Recently, zinc-air batteries have received revived interest as one of the proposed post lithium-ion technologies. This revival is driven by the demand for safe and environmentally friendly energy storage solutions for fluctuating renewable energy. These energy storage systems need to address variable power, capacity and profitability requests. Zinc-air-flow batteries with high specific energy density, low-cost, highly available and eco-friendly active materials are suitable to fulfill these requirements. The use of a flow battery type with zinc-particles suspended in an alkaline solution (zinc-slurry) in addition to high performance oxygen-reduction electrodes enables the development of high-power zinc-air batteries. Usually, the energy density of zinc-air-flow cells is limited by the solubility of the oxidation products in the electrolyte. In our cell, the electrolyte is supersaturated with oxidation products, before finally ZnO precipitates from the electrolyte. The cell is therefore operated beyond zincate solubility limit, which allows higher specific capacities than reported in literature, even though the zincate solubility of the electrolyte is much lower than reported [1].

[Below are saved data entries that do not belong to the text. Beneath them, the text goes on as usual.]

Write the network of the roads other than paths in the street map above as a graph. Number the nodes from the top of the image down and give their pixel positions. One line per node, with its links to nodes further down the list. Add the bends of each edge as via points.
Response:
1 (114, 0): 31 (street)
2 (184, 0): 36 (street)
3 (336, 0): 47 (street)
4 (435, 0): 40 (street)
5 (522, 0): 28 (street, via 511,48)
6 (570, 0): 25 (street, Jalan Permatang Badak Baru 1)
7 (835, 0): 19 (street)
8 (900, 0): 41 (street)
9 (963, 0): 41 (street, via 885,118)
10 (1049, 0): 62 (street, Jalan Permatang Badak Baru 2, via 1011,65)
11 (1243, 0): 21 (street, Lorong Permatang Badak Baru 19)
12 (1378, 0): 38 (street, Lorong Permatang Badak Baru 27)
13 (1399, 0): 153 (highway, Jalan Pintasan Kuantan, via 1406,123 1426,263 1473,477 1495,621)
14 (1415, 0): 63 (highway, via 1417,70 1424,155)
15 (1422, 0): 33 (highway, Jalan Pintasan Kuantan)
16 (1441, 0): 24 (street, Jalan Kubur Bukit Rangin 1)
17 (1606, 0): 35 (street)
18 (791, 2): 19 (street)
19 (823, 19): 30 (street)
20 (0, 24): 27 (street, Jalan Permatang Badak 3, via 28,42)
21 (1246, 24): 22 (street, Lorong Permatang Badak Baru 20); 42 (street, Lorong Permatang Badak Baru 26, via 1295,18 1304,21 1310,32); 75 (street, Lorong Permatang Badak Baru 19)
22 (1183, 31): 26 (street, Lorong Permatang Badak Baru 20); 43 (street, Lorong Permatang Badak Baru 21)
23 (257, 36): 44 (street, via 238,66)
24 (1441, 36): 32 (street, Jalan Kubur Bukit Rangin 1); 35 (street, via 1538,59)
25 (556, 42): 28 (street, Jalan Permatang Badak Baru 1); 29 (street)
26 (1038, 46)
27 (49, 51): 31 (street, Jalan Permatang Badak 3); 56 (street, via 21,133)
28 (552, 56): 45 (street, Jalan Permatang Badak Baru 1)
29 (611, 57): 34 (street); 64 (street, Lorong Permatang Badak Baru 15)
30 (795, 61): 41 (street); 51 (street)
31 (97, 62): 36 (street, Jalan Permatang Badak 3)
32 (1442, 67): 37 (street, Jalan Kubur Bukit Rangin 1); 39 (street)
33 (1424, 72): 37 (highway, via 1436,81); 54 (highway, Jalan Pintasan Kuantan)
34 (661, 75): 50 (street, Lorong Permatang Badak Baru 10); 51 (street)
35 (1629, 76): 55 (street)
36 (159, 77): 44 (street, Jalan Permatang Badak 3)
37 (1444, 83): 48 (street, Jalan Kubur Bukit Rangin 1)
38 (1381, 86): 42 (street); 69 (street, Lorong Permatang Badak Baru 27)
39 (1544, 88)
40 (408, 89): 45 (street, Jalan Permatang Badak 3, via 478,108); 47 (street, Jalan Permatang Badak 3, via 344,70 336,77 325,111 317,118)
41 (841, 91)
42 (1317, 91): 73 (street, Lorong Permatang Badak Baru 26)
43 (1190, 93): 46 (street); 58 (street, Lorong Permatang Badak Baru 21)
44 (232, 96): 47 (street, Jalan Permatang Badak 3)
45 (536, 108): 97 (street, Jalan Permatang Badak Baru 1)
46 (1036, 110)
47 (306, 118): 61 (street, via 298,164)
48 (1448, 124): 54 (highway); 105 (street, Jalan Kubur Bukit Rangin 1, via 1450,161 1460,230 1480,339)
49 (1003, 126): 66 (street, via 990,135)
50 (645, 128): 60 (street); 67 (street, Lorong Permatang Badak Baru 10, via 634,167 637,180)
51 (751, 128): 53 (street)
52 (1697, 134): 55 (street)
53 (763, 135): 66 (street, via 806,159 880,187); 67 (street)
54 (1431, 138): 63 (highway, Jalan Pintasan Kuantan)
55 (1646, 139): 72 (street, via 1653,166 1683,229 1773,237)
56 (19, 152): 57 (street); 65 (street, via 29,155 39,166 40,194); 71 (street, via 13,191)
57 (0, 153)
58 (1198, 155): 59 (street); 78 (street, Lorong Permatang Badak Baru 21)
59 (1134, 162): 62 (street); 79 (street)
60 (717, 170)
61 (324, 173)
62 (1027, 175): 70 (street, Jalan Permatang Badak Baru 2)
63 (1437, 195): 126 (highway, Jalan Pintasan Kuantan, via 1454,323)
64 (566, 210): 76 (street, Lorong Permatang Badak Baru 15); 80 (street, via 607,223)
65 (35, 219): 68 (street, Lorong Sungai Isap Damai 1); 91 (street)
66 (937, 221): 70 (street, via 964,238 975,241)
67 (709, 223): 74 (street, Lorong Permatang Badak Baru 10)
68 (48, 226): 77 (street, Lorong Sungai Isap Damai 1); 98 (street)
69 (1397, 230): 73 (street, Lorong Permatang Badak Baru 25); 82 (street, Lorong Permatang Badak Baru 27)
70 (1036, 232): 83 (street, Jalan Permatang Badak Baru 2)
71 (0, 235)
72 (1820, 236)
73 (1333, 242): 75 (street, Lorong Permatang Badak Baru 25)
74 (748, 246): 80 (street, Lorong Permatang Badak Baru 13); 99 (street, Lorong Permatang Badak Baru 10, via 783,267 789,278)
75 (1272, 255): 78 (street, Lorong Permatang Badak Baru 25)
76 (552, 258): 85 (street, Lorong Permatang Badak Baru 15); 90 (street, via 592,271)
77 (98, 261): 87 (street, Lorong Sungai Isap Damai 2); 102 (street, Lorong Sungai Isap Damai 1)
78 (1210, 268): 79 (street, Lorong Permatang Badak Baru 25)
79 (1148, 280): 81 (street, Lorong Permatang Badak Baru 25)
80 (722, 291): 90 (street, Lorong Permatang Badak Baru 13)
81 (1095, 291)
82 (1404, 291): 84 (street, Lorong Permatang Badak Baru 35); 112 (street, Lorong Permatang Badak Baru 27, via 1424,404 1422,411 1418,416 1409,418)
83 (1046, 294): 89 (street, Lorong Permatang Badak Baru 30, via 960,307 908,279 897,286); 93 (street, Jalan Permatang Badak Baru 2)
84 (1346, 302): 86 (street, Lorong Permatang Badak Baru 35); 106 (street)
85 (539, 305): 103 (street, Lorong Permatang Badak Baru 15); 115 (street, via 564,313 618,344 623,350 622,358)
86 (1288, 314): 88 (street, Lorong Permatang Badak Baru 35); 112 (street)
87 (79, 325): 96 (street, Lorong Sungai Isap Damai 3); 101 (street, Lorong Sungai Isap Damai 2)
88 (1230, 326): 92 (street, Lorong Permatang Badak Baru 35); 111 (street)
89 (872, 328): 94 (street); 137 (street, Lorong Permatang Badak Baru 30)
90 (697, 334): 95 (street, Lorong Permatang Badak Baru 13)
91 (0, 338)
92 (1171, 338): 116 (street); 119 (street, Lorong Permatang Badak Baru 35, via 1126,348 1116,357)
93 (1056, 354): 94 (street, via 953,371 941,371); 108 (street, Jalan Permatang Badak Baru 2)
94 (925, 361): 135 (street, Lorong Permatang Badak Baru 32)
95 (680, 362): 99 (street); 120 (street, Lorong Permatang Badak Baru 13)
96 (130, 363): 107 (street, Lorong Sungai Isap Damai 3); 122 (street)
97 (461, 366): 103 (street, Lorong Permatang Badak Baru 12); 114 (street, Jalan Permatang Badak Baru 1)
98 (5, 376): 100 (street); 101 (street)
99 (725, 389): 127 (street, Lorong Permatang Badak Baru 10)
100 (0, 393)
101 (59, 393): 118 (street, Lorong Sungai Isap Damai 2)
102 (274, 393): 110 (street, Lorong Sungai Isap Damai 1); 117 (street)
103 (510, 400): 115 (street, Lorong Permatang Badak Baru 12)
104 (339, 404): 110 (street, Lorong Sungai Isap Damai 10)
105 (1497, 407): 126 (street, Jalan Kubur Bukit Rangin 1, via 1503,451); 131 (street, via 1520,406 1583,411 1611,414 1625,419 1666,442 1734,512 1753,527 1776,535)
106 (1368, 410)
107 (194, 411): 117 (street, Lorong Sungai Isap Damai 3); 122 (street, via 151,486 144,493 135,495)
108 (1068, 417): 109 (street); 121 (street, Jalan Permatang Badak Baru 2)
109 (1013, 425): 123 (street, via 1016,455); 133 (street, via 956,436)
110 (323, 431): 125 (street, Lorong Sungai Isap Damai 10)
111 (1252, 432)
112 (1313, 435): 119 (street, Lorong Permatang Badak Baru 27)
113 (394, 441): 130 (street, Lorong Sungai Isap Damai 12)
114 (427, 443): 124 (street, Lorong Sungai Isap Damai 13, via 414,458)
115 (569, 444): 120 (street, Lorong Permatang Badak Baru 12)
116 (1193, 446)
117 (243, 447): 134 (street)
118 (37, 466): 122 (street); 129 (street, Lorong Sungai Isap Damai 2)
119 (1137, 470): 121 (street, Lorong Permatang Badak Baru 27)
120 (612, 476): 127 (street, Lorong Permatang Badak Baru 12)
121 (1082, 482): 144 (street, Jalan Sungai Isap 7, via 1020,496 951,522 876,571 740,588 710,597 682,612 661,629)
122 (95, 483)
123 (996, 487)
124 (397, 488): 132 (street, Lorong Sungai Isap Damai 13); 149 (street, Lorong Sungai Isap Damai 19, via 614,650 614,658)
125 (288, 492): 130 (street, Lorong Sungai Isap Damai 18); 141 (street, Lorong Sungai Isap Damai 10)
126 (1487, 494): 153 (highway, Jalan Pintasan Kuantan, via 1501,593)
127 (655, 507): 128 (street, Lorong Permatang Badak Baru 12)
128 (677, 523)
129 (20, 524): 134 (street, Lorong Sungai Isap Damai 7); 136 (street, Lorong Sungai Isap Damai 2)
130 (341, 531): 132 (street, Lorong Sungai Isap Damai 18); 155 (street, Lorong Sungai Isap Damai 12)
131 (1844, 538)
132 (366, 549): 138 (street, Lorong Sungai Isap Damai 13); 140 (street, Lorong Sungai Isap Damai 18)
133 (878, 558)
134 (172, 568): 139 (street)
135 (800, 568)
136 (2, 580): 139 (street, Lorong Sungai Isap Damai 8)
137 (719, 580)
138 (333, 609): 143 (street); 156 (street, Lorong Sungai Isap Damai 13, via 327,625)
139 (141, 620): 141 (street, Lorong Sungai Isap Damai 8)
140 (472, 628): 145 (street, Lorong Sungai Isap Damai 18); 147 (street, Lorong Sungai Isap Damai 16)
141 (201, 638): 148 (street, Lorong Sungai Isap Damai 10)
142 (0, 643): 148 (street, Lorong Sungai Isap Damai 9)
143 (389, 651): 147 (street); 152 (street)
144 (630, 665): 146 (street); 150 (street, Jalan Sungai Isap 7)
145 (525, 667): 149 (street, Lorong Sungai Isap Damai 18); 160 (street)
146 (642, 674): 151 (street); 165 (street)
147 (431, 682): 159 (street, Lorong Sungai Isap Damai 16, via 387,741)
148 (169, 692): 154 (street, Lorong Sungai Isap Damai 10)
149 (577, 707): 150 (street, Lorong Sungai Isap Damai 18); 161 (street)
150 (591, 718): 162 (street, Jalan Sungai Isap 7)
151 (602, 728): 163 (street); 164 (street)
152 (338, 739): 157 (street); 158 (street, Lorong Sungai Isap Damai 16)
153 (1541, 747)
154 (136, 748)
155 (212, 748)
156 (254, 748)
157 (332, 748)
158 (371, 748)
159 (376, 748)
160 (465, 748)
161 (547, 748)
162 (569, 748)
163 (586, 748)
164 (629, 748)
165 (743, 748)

The flow cell has an active area of 100 cm² and incorporates a copper plate as current collector for the zinc-suspension electrode and an oxygen reduction electrode with gas-diffusion layer (supplied by Covestro). The zinc-slurry contains zinc-particles (supplied by Grillo) suspended in an alkaline solution (30 wt.-% KOH) and stabilized with polyacrylic acid.

One of the main limiting factors of the specific capacity of the zinc-slurry is passivation. While the passivation of stationary electrodes in flowing or quiescent electrolytes is fairly well understood, see e. g. [2], there is no literature on the passivation behaviour of zinc-slurry electrodes. In this study we determined the starting point of ZnO precipitation and the critical factor for the passivation of these anodes by analysing cell voltage, potential of the zinc electrode and the zincate concentration in the liquid phase of the zinc-slurry. Depending on parameters like current density and additive selection, it is possible to reach specific capacities of 287 mAh/g_slurry or 574 mAh/g_zinc.

1. Appleby, A.J. and M. Jacquier, The C.G.E. circulating zinc/air battery: A practical vehicle power source. Journal of Power Sources, 1976. 1(1): p. 17-34.
2. Bockelmann, M., et al., Electrochemical characterization and mathematical modeling of zinc passivation in alkaline solutions: A review. Electrochimica Acta, 2017. 237: p. 276-298.